Discussion. It is striking that, in the absence of prior hospitalization as a risk factor, 10 of 11 patients with community-onset UTI due to ESBL-EC had a history of travel to or from the Indian subcontinent. During the 3-year review period, Indian nationals comprised only 4% of new permanent immigrants to New Zealand [5], but 5 (38%) of 13 individuals with travel-related community-onset UTI due to ESBL-EC presenting to Auckland City Hospital were from this group.
The blaCTX-M-15 ESBL gene was detected in 8 of the 9 isolates tested. This gene was first described in India in 2000 [6] and has since been observed worldwide, in association with well-described outbreaks in the United Kingdom, France, and Canada [7–9]. A recently published survey of ESBL-producing clinical isolates collected from hospitals throughout India demonstrated the presence of blaCTX-M-15 in 73% of the ESBL-EC studied, and this gene was the only blaCTX-M subtype identified in any of the 115 isolates [10]. In addition, in a survey performed in North India, 52% of patients who presented to the hospital with a symptomatic infection due to ESBL-EC had no history of hospital admissions at any time [11].
These reports demonstrate that strains of blaCTX-M-15 E. coli are widespread in India and are commonly acquired within the community. This is supported by a study performed in Mumbai in 2004 that found that at least 7% of healthy executives with no history of hospitalization had ESBL-producing organisms isolated from stool specimens [12]. A high prevalence of gastrointestinal carriage of ESBL-EC in India presumably explains the association that we have observed between community-onset UTI due to ESBL-EC and contact with the Indian subcontinent. A number of factors may possibly contribute to this high rate of carriage, including “over the counter” availability of antimicrobials, poor sanitation, and agricultural antibiotic use.
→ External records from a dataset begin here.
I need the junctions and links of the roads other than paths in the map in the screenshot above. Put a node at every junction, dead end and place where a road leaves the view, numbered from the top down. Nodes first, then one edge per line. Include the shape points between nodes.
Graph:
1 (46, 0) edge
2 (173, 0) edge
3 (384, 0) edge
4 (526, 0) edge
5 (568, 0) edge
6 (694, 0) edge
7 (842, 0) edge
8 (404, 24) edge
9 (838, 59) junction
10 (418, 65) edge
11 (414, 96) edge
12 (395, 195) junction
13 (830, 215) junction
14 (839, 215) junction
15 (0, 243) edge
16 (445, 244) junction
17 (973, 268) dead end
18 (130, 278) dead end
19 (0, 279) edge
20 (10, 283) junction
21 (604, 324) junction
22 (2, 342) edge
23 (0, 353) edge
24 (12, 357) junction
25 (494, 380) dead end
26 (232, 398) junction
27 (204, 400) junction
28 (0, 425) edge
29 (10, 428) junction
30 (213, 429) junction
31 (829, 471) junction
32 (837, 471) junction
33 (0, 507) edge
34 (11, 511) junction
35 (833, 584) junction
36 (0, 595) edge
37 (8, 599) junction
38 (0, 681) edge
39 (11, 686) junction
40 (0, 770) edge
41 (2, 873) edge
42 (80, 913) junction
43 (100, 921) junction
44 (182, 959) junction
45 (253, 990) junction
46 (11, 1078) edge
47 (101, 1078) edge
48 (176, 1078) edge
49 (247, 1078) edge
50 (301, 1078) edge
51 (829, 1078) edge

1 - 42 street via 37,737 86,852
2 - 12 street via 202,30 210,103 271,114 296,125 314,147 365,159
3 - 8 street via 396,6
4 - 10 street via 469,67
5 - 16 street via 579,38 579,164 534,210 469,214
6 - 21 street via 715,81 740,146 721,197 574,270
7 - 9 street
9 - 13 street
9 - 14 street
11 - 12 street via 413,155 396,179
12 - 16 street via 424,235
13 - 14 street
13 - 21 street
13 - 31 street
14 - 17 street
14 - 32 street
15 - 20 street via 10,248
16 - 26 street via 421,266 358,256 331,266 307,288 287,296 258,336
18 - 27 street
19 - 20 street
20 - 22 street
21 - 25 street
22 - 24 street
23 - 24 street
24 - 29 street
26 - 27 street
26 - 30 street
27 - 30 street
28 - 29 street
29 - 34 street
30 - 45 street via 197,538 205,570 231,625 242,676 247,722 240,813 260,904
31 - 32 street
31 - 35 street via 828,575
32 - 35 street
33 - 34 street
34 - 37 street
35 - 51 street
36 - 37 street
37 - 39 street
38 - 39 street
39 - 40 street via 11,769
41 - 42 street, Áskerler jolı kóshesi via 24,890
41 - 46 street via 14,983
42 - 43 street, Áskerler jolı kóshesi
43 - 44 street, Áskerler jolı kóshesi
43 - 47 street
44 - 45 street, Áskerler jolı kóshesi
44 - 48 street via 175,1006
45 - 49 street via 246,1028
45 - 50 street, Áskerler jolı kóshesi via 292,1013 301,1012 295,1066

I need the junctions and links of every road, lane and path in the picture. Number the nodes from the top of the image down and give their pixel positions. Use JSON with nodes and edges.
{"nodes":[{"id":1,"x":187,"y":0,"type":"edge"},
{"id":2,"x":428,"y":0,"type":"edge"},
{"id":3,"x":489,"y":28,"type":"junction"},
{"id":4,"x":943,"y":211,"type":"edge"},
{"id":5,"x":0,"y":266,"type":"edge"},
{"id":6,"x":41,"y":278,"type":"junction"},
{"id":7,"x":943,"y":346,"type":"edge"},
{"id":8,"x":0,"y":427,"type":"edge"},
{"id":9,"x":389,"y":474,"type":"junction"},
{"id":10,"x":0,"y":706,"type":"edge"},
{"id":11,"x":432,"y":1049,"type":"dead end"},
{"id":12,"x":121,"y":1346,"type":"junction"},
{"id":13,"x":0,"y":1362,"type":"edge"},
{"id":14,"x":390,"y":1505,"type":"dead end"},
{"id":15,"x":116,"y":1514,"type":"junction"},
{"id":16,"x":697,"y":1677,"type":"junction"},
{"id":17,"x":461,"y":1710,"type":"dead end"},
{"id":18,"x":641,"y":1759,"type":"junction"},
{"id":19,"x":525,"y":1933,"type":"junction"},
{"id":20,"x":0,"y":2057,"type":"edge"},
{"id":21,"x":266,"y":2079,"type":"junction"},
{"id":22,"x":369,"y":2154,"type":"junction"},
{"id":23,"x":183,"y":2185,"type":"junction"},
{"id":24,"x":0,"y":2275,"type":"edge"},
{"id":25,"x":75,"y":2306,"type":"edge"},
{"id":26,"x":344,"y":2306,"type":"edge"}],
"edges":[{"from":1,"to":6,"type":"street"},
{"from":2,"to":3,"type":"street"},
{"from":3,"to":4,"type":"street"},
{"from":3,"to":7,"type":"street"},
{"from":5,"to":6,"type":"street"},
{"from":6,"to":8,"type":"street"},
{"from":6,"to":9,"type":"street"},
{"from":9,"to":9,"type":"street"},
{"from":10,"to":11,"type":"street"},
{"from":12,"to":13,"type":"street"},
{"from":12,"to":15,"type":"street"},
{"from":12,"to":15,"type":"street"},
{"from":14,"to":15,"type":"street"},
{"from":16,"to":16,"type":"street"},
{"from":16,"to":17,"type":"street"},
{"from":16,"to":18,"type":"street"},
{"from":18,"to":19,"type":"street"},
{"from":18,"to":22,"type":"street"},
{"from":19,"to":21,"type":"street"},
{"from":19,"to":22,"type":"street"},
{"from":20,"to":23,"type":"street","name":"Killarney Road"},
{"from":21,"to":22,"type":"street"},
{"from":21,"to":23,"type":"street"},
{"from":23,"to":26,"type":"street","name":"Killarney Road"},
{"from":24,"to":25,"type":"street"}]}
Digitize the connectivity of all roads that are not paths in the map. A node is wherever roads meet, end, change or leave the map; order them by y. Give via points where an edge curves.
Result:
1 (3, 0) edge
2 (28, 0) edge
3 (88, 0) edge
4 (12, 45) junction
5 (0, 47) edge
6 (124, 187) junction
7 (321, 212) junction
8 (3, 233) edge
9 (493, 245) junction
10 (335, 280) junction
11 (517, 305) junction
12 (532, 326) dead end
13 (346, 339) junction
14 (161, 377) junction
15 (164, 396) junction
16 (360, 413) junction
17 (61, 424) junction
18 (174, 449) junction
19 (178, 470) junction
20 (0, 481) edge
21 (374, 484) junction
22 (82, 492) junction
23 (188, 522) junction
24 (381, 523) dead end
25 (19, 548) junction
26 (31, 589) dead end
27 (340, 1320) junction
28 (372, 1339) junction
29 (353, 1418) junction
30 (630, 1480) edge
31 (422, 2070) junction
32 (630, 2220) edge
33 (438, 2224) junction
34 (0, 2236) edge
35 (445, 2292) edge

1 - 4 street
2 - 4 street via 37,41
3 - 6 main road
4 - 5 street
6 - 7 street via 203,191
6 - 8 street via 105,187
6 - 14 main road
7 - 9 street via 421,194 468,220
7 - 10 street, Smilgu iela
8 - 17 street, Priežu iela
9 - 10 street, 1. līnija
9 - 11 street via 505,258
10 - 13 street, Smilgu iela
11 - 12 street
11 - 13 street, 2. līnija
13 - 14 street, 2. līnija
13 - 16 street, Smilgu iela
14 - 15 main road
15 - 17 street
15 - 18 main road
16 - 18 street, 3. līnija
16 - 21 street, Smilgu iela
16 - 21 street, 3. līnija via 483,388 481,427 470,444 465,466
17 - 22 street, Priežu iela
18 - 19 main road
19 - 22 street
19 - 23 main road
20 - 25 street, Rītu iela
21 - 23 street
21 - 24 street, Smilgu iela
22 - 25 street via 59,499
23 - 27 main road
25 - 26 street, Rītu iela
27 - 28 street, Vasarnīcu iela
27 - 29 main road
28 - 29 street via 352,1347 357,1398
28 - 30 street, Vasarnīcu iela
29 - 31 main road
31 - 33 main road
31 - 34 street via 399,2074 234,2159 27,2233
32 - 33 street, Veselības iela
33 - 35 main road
Two of our patients were tourists to India who had recently returned, which suggests that even brief exposure to a community with a high prevalence of infection may allow colonization and subsequent infection with ESBL-EC. Furthermore, the lack of predisposing risk factors for UTI in these patients suggests that many circulating ESBL-EC strains in India may have a high propensity for causing UTI. Recent studies demonstrated that geographically diverse isolates of CTX-M-15-producing E. coli, with as little as 68% similarity by PFGE, may share highly similar genotypic virulence profiles and a common sequence type with use of multilocus sequence typing [13, 14]. Therefore, although PFGE of our isolates demonstrated 9 distinct profiles sharing as little as 64% similarity, it remains possible that these isolates have a common underlying virulence gene profile and multilocus sequence type.
Community-onset UTI due to ESBL-EC in Auckland, New Zealand, is associated with travel to or emigration from the Indian subcontinent. Travel to areas with a high prevalence of ESBL-EC gastrointestinal tract colonization in the community is a potential risk factor for UTI due to ESBL-EC in areas with a low prevalence of such colonization, even in the absence of prior hospitalization. Because 3 of the 10 patients who were otherwise healthy experienced relapse of infection after 7- to 10-day treatment courses with a carbapenem, there is added concern regarding the therapeutic and economic implications of these observations.
Potential conflicts of interest. All authors: no conflicts.